El escrache, pues, es un símbolo que desestabiliza el concepto de
democracia, pero sobre todo, el concepto de pueblo que manejan nuestros
sistemas. El discurso dominante nos habla, por ejemplo, de palabras huecas como
libertad, la cual ha perdido su fuerza y su sentido, o, mejor, ha retornado a
otros tiempos. Un simple caso. Justo hace ahora cincuenta años, en el Mensaje
de Fin de año de 1963, Francisco Franco, decía a los españoles: “El enemigo se aprovechó de la libertad para
destruirla”. El mensaje de los políticos frente al escrache es el mismo, es decir, el pueblo visibilizado en el
escrache se convierte en enemigo, porque usa
demasiado la libertad. Aprovecharse de la libertad para destruirla, como
decía Franco, es lo que hacen, por ejemplo, los huelguistas. Con palabras como escrache,
pero sobre todo con sus consecuencias, el poder político pierde el monopolio
del lenguaje, que es el monopolio de la manipulación lingüística. Recientemente
el filólogo Luciano Canfora, en el libro La
historia falsa y otros escritos (Capitán Swing, 2013) lo decía del
siguiente modo: “Nos encontramos, efectivamente, frente a un nuevo impulso a la
unificación a la baja, que fue el
rasgo dominante del fascismo. Al igual que el viejo fascismo su actual y
extraordinario isomorfismo ha conquistado el centro y tiene el monopolio de la palabra”. Y como digo,
es a este monopolio al que se enfrentan palabras como escrache.
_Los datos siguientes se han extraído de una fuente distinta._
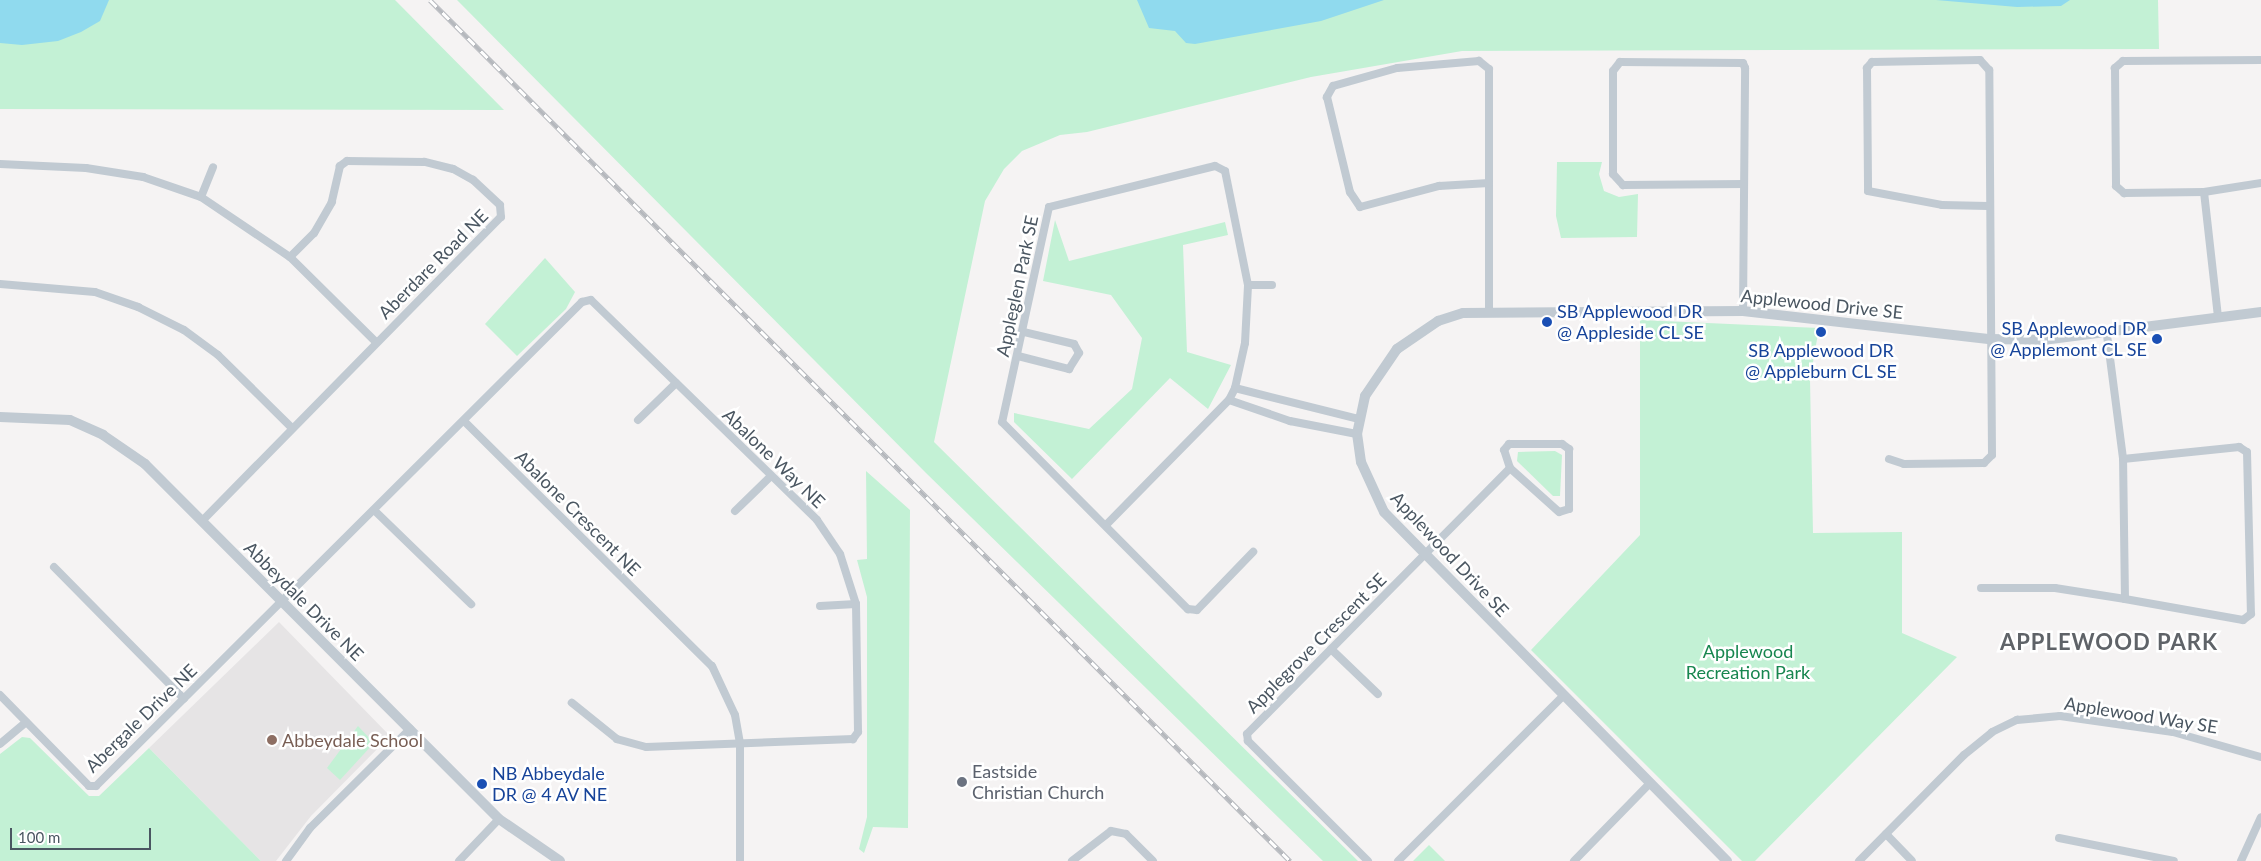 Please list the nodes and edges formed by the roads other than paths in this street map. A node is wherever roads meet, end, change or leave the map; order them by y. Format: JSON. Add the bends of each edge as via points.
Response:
{"nodes":[{"id":1,"x":2261,"y":60,"type":"edge"},
{"id":2,"x":0,"y":164,"type":"edge"},
{"id":3,"x":213,"y":167,"type":"dead end"},
{"id":4,"x":1489,"y":183,"type":"junction"},
{"id":5,"x":2261,"y":183,"type":"edge"},
{"id":6,"x":1744,"y":184,"type":"junction"},
{"id":7,"x":2204,"y":192,"type":"junction"},
{"id":8,"x":201,"y":197,"type":"junction"},
{"id":9,"x":1988,"y":206,"type":"junction"},
{"id":10,"x":290,"y":257,"type":"junction"},
{"id":11,"x":0,"y":284,"type":"edge"},
{"id":12,"x":1248,"y":285,"type":"junction"},
{"id":13,"x":1272,"y":285,"type":"dead end"},
{"id":14,"x":1743,"y":311,"type":"junction"},
{"id":15,"x":1489,"y":312,"type":"junction"},
{"id":16,"x":2261,"y":312,"type":"edge"},
{"id":17,"x":2218,"y":317,"type":"junction"},
{"id":18,"x":1024,"y":332,"type":"junction"},
{"id":19,"x":2107,"y":335,"type":"junction"},
{"id":20,"x":1990,"y":340,"type":"junction"},
{"id":21,"x":376,"y":342,"type":"junction"},
{"id":22,"x":1018,"y":356,"type":"junction"},
{"id":23,"x":676,"y":383,"type":"junction"},
{"id":24,"x":1235,"y":388,"type":"junction"},
{"id":25,"x":1228,"y":400,"type":"junction"},
{"id":26,"x":1294,"y":406,"type":"junction"},
{"id":27,"x":0,"y":417,"type":"edge"},
{"id":28,"x":1358,"y":419,"type":"junction"},
{"id":29,"x":638,"y":420,"type":"dead end"},
{"id":30,"x":464,"y":421,"type":"junction"},
{"id":31,"x":1290,"y":421,"type":"junction"},
{"id":32,"x":291,"y":427,"type":"junction"},
{"id":33,"x":1356,"y":434,"type":"junction"},
{"id":34,"x":1889,"y":459,"type":"dead end"},
{"id":35,"x":2123,"y":459,"type":"junction"},
{"id":36,"x":1510,"y":468,"type":"junction"},
{"id":37,"x":771,"y":476,"type":"junction"},
{"id":38,"x":375,"y":511,"type":"junction"},
{"id":39,"x":735,"y":511,"type":"dead end"},
{"id":40,"x":203,"y":520,"type":"junction"},
{"id":41,"x":1107,"y":524,"type":"junction"},
{"id":42,"x":1253,"y":552,"type":"dead end"},
{"id":43,"x":1426,"y":555,"type":"junction"},
{"id":44,"x":54,"y":567,"type":"dead end"},
{"id":45,"x":1981,"y":588,"type":"dead end"},
{"id":46,"x":2125,"y":599,"type":"junction"},
{"id":47,"x":281,"y":602,"type":"junction"},
{"id":48,"x":471,"y":604,"type":"dead end"},
{"id":49,"x":856,"y":604,"type":"junction"},
{"id":50,"x":820,"y":606,"type":"dead end"},
{"id":51,"x":1331,"y":649,"type":"junction"},
{"id":52,"x":1378,"y":694,"type":"dead end"},
{"id":53,"x":0,"y":695,"type":"edge"},
{"id":54,"x":1563,"y":696,"type":"junction"},
{"id":55,"x":184,"y":699,"type":"junction"},
{"id":56,"x":572,"y":703,"type":"dead end"},
{"id":57,"x":26,"y":722,"type":"junction"},
{"id":58,"x":410,"y":729,"type":"junction"},
{"id":59,"x":0,"y":744,"type":"edge"},
{"id":60,"x":740,"y":744,"type":"junction"},
{"id":61,"x":2261,"y":757,"type":"edge"},
{"id":62,"x":1650,"y":783,"type":"junction"},
{"id":63,"x":2261,"y":817,"type":"edge"},
{"id":64,"x":499,"y":819,"type":"junction"},
{"id":65,"x":1886,"y":834,"type":"junction"},
{"id":66,"x":2059,"y":838,"type":"dead end"},
{"id":67,"x":286,"y":861,"type":"edge"},
{"id":68,"x":459,"y":861,"type":"edge"},
{"id":69,"x":560,"y":861,"type":"edge"},
{"id":70,"x":740,"y":861,"type":"edge"},
{"id":71,"x":1072,"y":861,"type":"edge"},
{"id":72,"x":1153,"y":861,"type":"edge"},
{"id":73,"x":1368,"y":861,"type":"edge"},
{"id":74,"x":1398,"y":861,"type":"edge"},
{"id":75,"x":1574,"y":861,"type":"edge"},
{"id":76,"x":1727,"y":861,"type":"edge"},
{"id":77,"x":1859,"y":861,"type":"edge"},
{"id":78,"x":1912,"y":861,"type":"edge"},
{"id":79,"x":2174,"y":861,"type":"edge"},
{"id":80,"x":2241,"y":861,"type":"edge"}],
"edges":[{"from":1,"to":7,"type":"street","via":[[2122,60],[2115,68],[2116,186],[2124,193]]},
{"from":2,"to":8,"type":"street","via":[[86,168],[143,177]]},
{"from":3,"to":8,"type":"street"},
{"from":4,"to":4,"type":"street","via":[[1489,69],[1479,61],[1397,68],[1333,86],[1327,96],[1350,192],[1360,206],[1439,186]]},
{"from":4,"to":15,"type":"street"},
{"from":5,"to":7,"type":"street"},
{"from":6,"to":6,"type":"street","via":[[1743,63],[1620,62],[1613,71],[1614,174],[1623,184]]},
{"from":6,"to":14,"type":"street"},
{"from":7,"to":17,"type":"street"},
{"from":8,"to":10,"type":"street"},
{"from":9,"to":9,"type":"street","via":[[1990,70],[1980,60],[1872,62],[1867,68],[1868,191],[1942,205]]},
{"from":9,"to":20,"type":"street"},
{"from":10,"to":21,"type":"street"},
{"from":10,"to":21,"type":"street","name":"Aberdare Road NE","via":[[314,233],[332,202],[340,166],[347,161],[424,162],[452,169],[473,180],[500,206],[501,217]]},
{"from":11,"to":32,"type":"street","via":[[95,292],[138,307],[184,330],[218,355]]},
{"from":12,"to":13,"type":"street"},
{"from":12,"to":18,"type":"street","name":"Appleglen Park SE","via":[[1225,171],[1215,166],[1049,207]]},
{"from":12,"to":24,"type":"street","name":"Appleglen Park SE","via":[[1245,343]]},
{"from":14,"to":15,"type":"street","name":"Applewood Drive SE"},
{"from":14,"to":20,"type":"street","name":"Applewood Drive SE"},
{"from":15,"to":28,"type":"street","name":"Applewood Drive SE","via":[[1463,312],[1438,321],[1403,344],[1379,370]]},
{"from":16,"to":17,"type":"street","name":"Applewood Drive SE"},
{"from":17,"to":19,"type":"street","name":"Applewood Drive SE"},
{"from":18,"to":22,"type":"street","name":"Appleglen Park SE"},
{"from":18,"to":22,"type":"street","via":[[1074,344],[1079,353],[1069,369]]},
{"from":19,"to":20,"type":"street","name":"Applewood Drive SE"},
{"from":19,"to":35,"type":"street"},
{"from":20,"to":34,"type":"street","via":[[1992,454],[1984,463],[1904,464]]},
{"from":21,"to":32,"type":"street","name":"Aberdare Road NE"},
{"from":22,"to":41,"type":"street","name":"Appleglen Park SE","via":[[1002,422]]},
{"from":23,"to":29,"type":"street"},
{"from":23,"to":30,"type":"street","name":"Abalone Way NE","via":[[591,300],[582,302]]},
{"from":23,"to":37,"type":"street","name":"Abalone Way NE"},
{"from":24,"to":25,"type":"street","name":"Appleglen Park SE"},
{"from":24,"to":26,"type":"street"},
{"from":25,"to":31,"type":"street"},
{"from":25,"to":41,"type":"street","name":"Appleglen Park SE"},
{"from":26,"to":28,"type":"street"},
{"from":26,"to":31,"type":"street"},
{"from":27,"to":40,"type":"street","name":"Abbeydale Drive NE","via":[[70,420],[104,436],[145,464]]},
{"from":28,"to":33,"type":"street","name":"Applewood Drive SE"},
{"from":30,"to":38,"type":"street"},
{"from":30,"to":60,"type":"street","name":"Abalone Crescent NE","via":[[712,666],[735,715]]},
{"from":31,"to":33,"type":"street"},
{"from":32,"to":40,"type":"street","name":"Aberdare Road NE"},
{"from":33,"to":43,"type":"street","name":"Applewood Drive SE","via":[[1370,489],[1384,512]]},
{"from":35,"to":46,"type":"street"},
{"from":35,"to":46,"type":"street","via":[[2239,447],[2247,452],[2251,614],[2243,620]]},
{"from":36,"to":36,"type":"street","via":[[1504,450],[1508,444],[1562,444],[1569,449],[1569,509],[1559,512]]},
{"from":36,"to":43,"type":"street","name":"Applegrove Crescent SE"},
{"from":37,"to":39,"type":"street"},
{"from":37,"to":49,"type":"street","name":"Abalone Way NE","via":[[817,520],[840,554]]},
{"from":38,"to":47,"type":"street"},
{"from":38,"to":48,"type":"street"},
{"from":40,"to":47,"type":"street","name":"Abbeydale Drive NE"},
{"from":41,"to":42,"type":"street","via":[[1188,609],[1197,610]]},
{"from":43,"to":51,"type":"street","name":"Applegrove Crescent SE"},
{"from":43,"to":54,"type":"street","name":"Applewood Drive SE"},
{"from":44,"to":55,"type":"street"},
{"from":45,"to":46,"type":"street","via":[[2055,588]]},
{"from":47,"to":55,"type":"street","name":"Abergale Drive NE"},
{"from":47,"to":58,"type":"street","name":"Abbeydale Drive NE"},
{"from":49,"to":50,"type":"street"},
{"from":49,"to":60,"type":"street","name":"Abalone Way NE","via":[[858,732],[853,739]]},
{"from":51,"to":52,"type":"street"},
{"from":51,"to":73,"type":"street","name":"Applegrove Crescent SE","via":[[1247,734],[1248,741]]},
{"from":53,"to":57,"type":"street","name":"Abergale Drive NE"},
{"from":54,"to":62,"type":"street","name":"Applewood Drive SE"},
{"from":54,"to":74,"type":"street"},
{"from":55,"to":57,"type":"street","name":"Abergale Drive NE","via":[[96,786],[89,786]]},
{"from":56,"to":60,"type":"street","via":[[617,739],[646,747]]},
{"from":57,"to":59,"type":"street"},
{"from":58,"to":64,"type":"street","name":"Abbeydale Drive NE"},
{"from":58,"to":67,"type":"street","via":[[310,828]]},
{"from":60,"to":70,"type":"street","name":"Abalone Crescent NE"},
{"from":61,"to":65,"type":"street","name":"Applewood Way SE","via":[[2173,732],[2060,716],[2017,720],[1992,732],[1964,754]]},
{"from":62,"to":75,"type":"street"},
{"from":62,"to":76,"type":"street","name":"Applewood Drive SE"},
{"from":63,"to":80,"type":"street"},
{"from":64,"to":68,"type":"street"},
{"from":64,"to":69,"type":"street","name":"Abbeydale Drive NE"},
{"from":65,"to":77,"type":"street","name":"Applewood Way SE"},
{"from":65,"to":78,"type":"street"},
{"from":66,"to":79,"type":"street"},
{"from":71,"to":72,"type":"street","via":[[1111,831],[1126,834]]}]}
Sinceramente, lo de menos es si
etimológicamente proviene del inglés scratch o del lunfardo. La etimología ni redime
ni da victorias. Sin embargo, el escrache tiene un factor esencial: la ruptura
del pacto de lo privado, la violencia simbólica que genera. Y en este sentido
el mejor ejemplo de escrache no es el que se ejercita frente a la casa del
político sino el que se ejecuta sobre la propiedad privada. Marinaleda es el
nombre. No sólo escrache. Sánchez
Gordillo supo visualizar perfectamente el grado de simbolismo necesario. Lo de
menos era agenciarse alimentos sino
visibilizar un problema a través de una acción. Frente al modelo en el cual el
político y la política se mantienen bajo el rostro del consenso hay límites
infranqueables como la vida privada y sobre todo la propiedad privada. Saltarse lo privado, he ahí el temor que
genera el escrache. Jacques Rancière, en la entrevista que se incluye en el
reciente El síntoma griego (Errata
Naturae, 2013) expone del siguiente modo la necesidad de recuperar un modo de
violencia simbólica que había sido arrebatado. Señala: “Y lo cierto es que,
para mí, debe primar la violencia simbólica. Pues ésta es, en el fondo, la
afirmación de un sujeto simbólico colectivo capaz de ver, pensar y actuar de
otro modo. Y creo que también resulta de importancia adquirir visibilidad,
ganar esa confianza aportada por el hecho de hacerse visible, una confianza
otorgada por la propia fuerza que confiere el acto de agruparse”. De alguna
forma ocurre que escrache reconfigura
el concepto de violencia, y eso, al político no le gusta.